SOURCE DATA >>
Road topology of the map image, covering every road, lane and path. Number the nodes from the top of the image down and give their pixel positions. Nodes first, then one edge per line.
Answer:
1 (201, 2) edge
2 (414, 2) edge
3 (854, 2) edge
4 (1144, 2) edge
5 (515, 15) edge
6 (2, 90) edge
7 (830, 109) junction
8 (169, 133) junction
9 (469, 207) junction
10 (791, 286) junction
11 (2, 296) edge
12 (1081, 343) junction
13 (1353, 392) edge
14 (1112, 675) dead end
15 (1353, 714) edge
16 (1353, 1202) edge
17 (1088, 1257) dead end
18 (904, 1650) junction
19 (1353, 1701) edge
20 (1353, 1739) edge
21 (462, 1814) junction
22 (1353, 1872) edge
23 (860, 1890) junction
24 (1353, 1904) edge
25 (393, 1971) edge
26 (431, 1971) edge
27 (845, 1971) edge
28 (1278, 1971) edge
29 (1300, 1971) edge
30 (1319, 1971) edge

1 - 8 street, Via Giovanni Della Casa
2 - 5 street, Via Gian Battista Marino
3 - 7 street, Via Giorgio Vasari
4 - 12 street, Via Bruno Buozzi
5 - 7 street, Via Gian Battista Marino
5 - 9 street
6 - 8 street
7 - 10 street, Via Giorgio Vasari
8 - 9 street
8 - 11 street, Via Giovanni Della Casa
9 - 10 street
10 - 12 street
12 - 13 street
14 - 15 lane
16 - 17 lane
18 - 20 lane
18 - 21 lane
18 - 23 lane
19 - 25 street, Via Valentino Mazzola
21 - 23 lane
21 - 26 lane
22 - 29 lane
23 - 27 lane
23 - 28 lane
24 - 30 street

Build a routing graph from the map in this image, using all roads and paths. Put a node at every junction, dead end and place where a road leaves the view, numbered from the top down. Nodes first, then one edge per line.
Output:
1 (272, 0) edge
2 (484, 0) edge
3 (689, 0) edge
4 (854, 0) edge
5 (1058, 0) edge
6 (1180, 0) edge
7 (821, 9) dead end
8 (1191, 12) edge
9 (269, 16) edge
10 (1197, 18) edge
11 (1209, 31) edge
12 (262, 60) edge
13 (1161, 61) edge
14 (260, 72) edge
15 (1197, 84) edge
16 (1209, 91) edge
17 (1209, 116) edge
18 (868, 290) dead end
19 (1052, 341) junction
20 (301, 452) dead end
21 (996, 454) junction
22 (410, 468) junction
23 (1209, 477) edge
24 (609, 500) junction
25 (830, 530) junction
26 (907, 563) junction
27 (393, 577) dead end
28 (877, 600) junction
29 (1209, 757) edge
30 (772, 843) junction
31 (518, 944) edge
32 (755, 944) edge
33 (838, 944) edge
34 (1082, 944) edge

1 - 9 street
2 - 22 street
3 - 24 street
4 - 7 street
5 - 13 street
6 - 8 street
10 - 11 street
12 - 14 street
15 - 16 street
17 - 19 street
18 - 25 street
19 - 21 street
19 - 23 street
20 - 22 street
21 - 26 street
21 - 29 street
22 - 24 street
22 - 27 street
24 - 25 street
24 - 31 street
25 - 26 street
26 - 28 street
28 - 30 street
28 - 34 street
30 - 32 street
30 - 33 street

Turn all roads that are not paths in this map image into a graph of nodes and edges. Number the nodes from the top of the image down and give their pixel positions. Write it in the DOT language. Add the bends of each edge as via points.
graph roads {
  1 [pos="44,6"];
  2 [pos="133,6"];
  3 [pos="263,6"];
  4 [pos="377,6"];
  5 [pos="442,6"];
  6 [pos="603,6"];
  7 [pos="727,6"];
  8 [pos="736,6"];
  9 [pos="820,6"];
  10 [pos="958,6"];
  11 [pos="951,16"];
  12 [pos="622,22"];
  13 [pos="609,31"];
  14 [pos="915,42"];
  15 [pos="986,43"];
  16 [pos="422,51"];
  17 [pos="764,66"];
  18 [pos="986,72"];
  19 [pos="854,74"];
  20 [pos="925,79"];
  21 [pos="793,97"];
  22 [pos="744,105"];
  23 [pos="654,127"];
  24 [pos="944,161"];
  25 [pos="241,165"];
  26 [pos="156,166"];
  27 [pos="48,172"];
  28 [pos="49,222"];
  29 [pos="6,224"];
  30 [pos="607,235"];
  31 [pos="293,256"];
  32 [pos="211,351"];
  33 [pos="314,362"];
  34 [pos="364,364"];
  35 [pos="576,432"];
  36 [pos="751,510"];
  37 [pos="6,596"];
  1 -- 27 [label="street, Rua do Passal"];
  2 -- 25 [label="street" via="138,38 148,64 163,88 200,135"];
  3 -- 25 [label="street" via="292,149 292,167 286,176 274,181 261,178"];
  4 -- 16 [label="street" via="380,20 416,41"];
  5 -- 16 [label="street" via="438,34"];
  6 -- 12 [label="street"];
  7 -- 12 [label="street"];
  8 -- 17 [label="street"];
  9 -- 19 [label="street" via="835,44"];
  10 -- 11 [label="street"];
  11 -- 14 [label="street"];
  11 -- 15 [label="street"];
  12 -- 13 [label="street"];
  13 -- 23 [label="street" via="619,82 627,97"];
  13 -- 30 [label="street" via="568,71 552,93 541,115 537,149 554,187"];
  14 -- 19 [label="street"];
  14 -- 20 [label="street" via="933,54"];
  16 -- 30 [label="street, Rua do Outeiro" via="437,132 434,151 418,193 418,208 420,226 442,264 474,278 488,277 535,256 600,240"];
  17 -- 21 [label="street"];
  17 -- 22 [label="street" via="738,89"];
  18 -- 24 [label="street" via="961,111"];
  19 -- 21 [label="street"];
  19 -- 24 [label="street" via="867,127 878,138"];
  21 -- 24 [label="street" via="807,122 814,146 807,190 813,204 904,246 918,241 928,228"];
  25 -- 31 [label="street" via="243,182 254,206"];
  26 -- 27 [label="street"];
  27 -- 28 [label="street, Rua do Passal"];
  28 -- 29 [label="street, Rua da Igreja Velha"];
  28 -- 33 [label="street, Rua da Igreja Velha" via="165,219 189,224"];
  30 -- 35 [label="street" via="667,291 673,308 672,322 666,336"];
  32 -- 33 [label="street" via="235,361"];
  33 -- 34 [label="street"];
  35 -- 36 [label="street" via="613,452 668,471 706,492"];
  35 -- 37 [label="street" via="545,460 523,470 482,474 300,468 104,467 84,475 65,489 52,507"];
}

DIRECTIONS FOR THIS TASK >>
The lines above that hold the string "positions" are to be located and copied.

ANSWER SPACE >>
Road topology of the map image, covering every road, lane and path. Number the nodes from the top of the image down and give their pixel positions. Nodes first, then one edge per line.
Turn all roads that are not paths in this map image into a graph of nodes and edges. Number the nodes from the top of the image down and give their pixel positions. Write it in the DOT language. Add the bends of each edge as via points.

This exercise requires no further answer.